发布于:2024-05-16 ⋅ 阅读:(42) ⋅ 点赞:(0)

今天要统计一下训练数据集中图片的均值和标准差,里面有四万近五万个数据,单线程执行太费事,所以我写了个单线程的代码,让chatgpt给我改成多线程的,跑通了,非常不错,记录一下。

单线程:

# 统计每张图片的均值,标准差
import os
imgs = os.listdir("/home/jihuawei/jhw2024spring/AceParser/Dataset/PubLayNet/publaynet/train")

from PIL import Image
from pathlib import Path
import numpy as np

mean = np.array([0, 0, 0])
std = np.array([0, 0, 0])

path = Path("/home/jihuawei/jhw2024spring/AceParser/Dataset/PubLayNet/publaynet/train")
for img in imgs:
    img_np = np.array(Image.open(path / img))
    mean += img_np.mean((0, 1))
    std += img_np.std((0, 1))

mean /= len(imgs)
std /= np.sqrt(len(imgs))

改成多线程之后:

import os
from concurrent.futures import ThreadPoolExecutor
from PIL import Image
from pathlib import Path
import numpy as np

def calculate_mean_std(img):
    path = Path("/home/jihuawei/jhw2024spring/AceParser/Dataset/PubLayNet/publaynet/train")
    img_np = np.array(Image.open(path / img))
    return img_np.mean((0, 1)), img_np.std((0, 1))

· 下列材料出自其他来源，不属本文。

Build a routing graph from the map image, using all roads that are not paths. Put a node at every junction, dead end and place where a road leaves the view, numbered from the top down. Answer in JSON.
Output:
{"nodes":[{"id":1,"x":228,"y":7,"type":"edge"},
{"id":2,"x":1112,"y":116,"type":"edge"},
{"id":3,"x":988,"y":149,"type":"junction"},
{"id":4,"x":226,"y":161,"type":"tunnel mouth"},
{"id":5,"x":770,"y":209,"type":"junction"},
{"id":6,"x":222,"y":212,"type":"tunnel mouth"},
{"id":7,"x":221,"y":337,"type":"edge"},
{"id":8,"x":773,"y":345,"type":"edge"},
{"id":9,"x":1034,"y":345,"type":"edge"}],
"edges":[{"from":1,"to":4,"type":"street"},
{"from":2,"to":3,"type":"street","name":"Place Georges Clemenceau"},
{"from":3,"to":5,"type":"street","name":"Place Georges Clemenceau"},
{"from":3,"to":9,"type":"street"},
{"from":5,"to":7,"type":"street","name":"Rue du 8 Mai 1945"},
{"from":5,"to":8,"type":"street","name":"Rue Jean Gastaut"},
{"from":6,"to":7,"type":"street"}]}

imgs = os.listdir("/home/jihuawei/jhw2024spring/AceParser/Dataset/PubLayNet/publaynet/train")

mean_sum = np.array([0, 0, 0])
std_sum = np.array([0, 0, 0])

with ThreadPoolExecutor() as executor:
    results = list(executor.map(calculate_mean_std, imgs))
    for mean, std in results:
        mean_sum = np.add(mean_sum, mean, out=mean_sum, casting="unsafe")
        std_sum = np.add(std_sum, std, out=std_sum, casting="unsafe")

mean = mean_sum / len(imgs)
std = std_sum / len(imgs)
print("Mean:", mean)
print("Standard Deviation:", std)

总体来说,就加了个`from concurrent.futures import ThreadPoolExecutor`然后包装一个计算的函数`calculate_mean_std`,在`with ThreadPoolExecutor() as executor:`环境下执行`executor.map(calculate_mean_std, imgs)`就行了。总体来说非常简单。

这里`ThreadPoolExecutor()`的参数可以选择`max_workers`,没指定的话就默认给你选最多的。

linux下查看线程占用情况可以使用命令:`htop`

可以看到,线程都被我占了🤏